## Task requirements:
In the listing below, find each line with the string "Johnson" and report it.

## Excerpted data:

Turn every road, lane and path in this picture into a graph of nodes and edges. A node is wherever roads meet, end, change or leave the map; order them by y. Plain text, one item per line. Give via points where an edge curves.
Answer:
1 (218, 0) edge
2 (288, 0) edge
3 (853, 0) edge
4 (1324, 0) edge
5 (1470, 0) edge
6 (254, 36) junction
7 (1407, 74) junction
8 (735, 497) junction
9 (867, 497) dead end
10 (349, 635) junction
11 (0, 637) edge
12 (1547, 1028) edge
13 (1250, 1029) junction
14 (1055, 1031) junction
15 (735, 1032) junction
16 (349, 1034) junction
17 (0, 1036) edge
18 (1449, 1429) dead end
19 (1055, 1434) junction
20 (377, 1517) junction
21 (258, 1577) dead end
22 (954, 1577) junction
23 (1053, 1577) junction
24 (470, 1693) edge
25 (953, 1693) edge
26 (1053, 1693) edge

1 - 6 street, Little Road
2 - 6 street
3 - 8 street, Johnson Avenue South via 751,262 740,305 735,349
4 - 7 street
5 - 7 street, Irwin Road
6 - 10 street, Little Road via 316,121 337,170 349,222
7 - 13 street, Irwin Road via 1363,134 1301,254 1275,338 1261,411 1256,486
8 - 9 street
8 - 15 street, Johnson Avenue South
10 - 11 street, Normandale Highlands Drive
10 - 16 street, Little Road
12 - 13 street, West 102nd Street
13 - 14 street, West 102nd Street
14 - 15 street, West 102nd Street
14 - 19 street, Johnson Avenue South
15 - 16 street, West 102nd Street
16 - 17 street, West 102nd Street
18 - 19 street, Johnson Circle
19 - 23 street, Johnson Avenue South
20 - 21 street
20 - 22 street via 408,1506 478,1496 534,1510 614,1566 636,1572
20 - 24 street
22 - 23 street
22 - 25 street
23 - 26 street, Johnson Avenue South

* * *

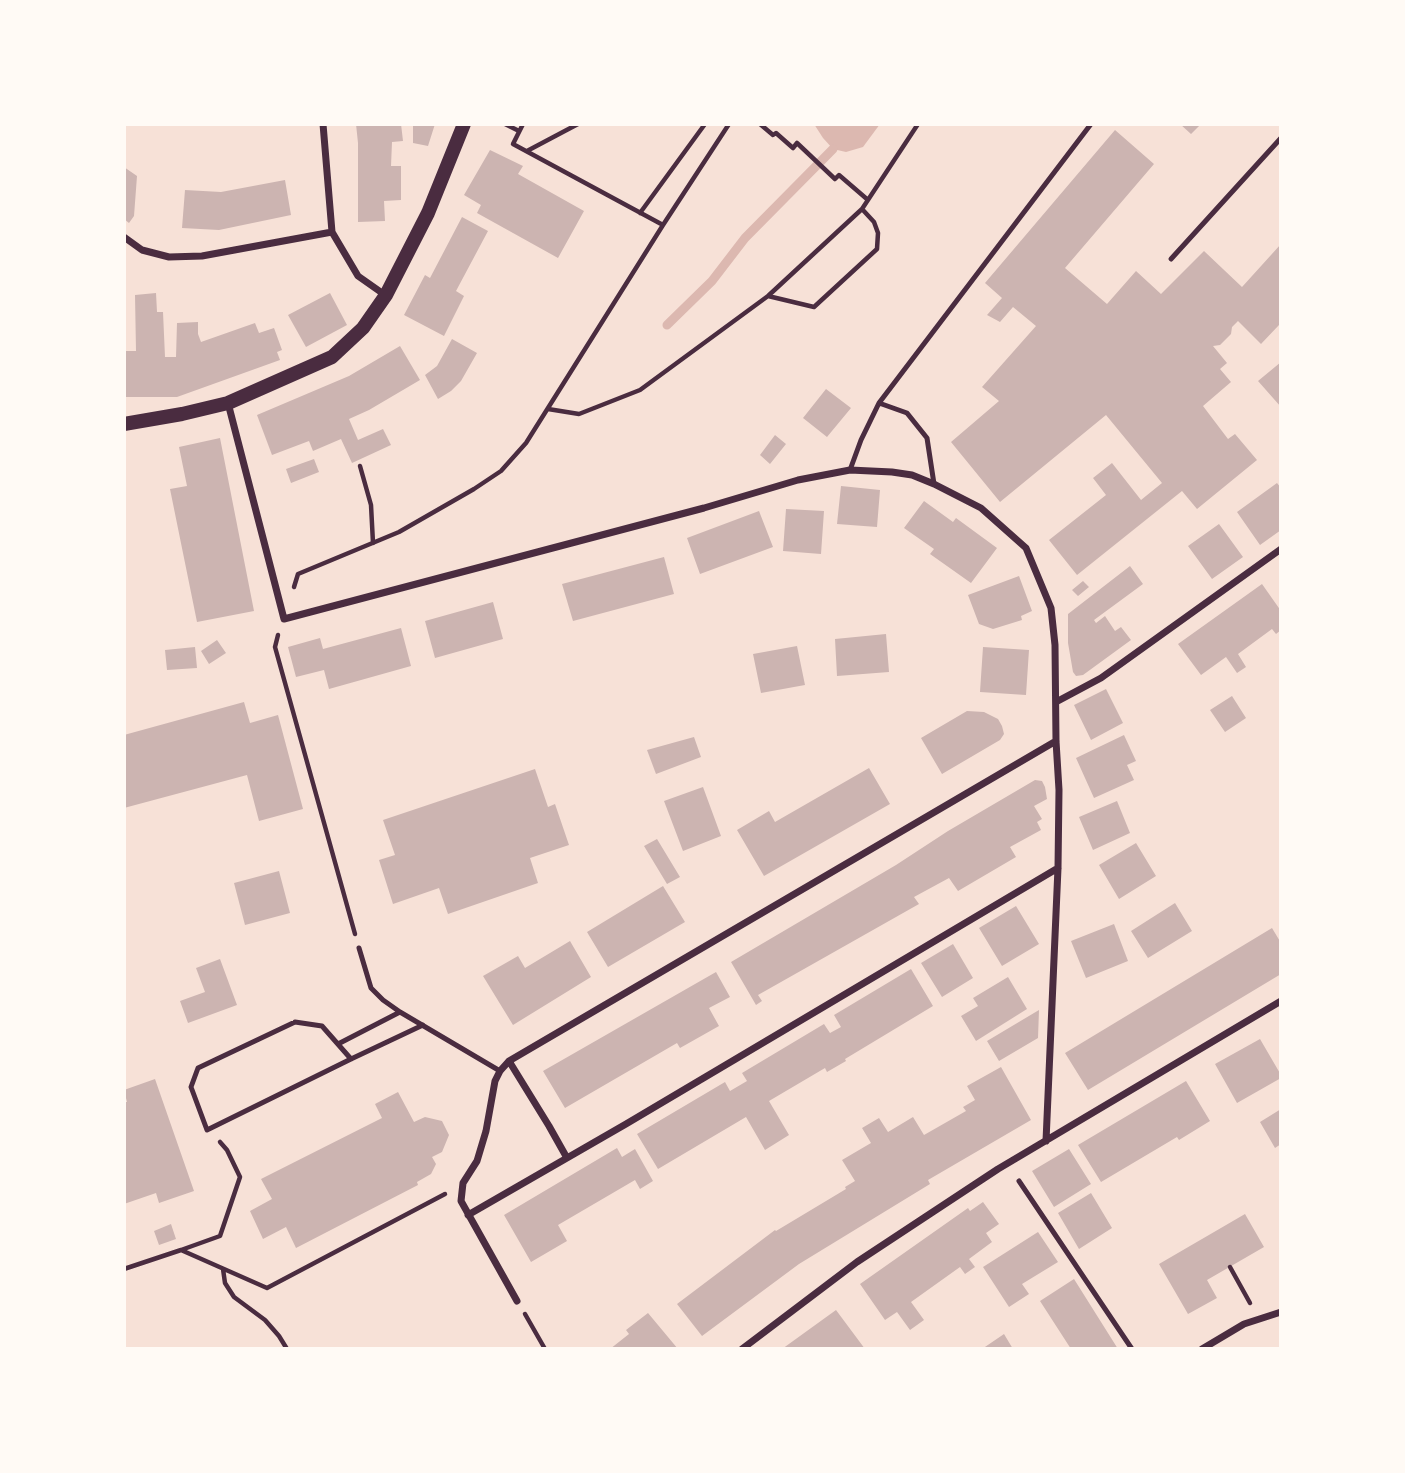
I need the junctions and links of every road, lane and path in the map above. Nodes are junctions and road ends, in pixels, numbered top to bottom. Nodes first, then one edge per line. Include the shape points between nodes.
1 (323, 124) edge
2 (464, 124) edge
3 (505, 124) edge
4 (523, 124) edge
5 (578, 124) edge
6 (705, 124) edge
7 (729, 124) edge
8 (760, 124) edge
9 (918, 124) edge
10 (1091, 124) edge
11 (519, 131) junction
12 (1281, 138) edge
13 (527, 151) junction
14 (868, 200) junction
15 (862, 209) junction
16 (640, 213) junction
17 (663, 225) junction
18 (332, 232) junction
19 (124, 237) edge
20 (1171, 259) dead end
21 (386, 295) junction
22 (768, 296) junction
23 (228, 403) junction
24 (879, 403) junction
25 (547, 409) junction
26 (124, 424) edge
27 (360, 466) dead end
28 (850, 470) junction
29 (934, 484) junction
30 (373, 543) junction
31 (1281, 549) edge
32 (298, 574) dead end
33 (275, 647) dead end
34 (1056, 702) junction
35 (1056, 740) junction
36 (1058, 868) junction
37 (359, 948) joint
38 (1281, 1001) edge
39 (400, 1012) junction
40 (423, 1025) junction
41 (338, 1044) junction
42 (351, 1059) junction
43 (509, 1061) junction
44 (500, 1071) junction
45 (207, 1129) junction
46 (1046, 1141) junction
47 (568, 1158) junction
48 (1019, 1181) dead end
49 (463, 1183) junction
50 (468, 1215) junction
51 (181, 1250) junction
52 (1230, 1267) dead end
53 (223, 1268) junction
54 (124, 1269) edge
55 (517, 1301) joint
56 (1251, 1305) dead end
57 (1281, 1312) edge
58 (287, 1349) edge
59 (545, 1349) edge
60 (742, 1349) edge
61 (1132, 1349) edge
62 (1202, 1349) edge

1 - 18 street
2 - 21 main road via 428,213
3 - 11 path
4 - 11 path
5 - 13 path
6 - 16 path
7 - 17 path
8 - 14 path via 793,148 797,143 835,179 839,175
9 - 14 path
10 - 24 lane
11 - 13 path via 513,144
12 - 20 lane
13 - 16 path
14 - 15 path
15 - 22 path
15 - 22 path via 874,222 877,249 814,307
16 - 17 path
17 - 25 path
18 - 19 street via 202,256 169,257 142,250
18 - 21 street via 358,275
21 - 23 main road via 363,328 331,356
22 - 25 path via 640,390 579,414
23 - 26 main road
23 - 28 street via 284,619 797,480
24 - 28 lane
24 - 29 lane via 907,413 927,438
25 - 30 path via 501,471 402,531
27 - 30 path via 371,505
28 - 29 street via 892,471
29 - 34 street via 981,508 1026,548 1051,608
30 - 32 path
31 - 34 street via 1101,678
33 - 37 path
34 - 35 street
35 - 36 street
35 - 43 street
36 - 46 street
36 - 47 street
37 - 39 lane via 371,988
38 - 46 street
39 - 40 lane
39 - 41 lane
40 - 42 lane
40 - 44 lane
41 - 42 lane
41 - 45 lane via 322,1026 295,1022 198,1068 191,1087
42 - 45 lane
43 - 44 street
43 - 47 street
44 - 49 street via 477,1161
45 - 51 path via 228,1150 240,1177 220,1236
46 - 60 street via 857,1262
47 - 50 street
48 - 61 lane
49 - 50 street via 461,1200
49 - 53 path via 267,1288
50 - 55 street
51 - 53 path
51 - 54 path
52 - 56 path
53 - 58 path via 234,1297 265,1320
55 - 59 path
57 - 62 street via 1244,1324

## Answer space:
3 - 8 street, Johnson Avenue South via 751,262 740,305 735,349
8 - 15 street, Johnson Avenue South
14 - 19 street, Johnson Avenue South
18 - 19 street, Johnson Circle
19 - 23 street, Johnson Avenue South
23 - 26 street, Johnson Avenue South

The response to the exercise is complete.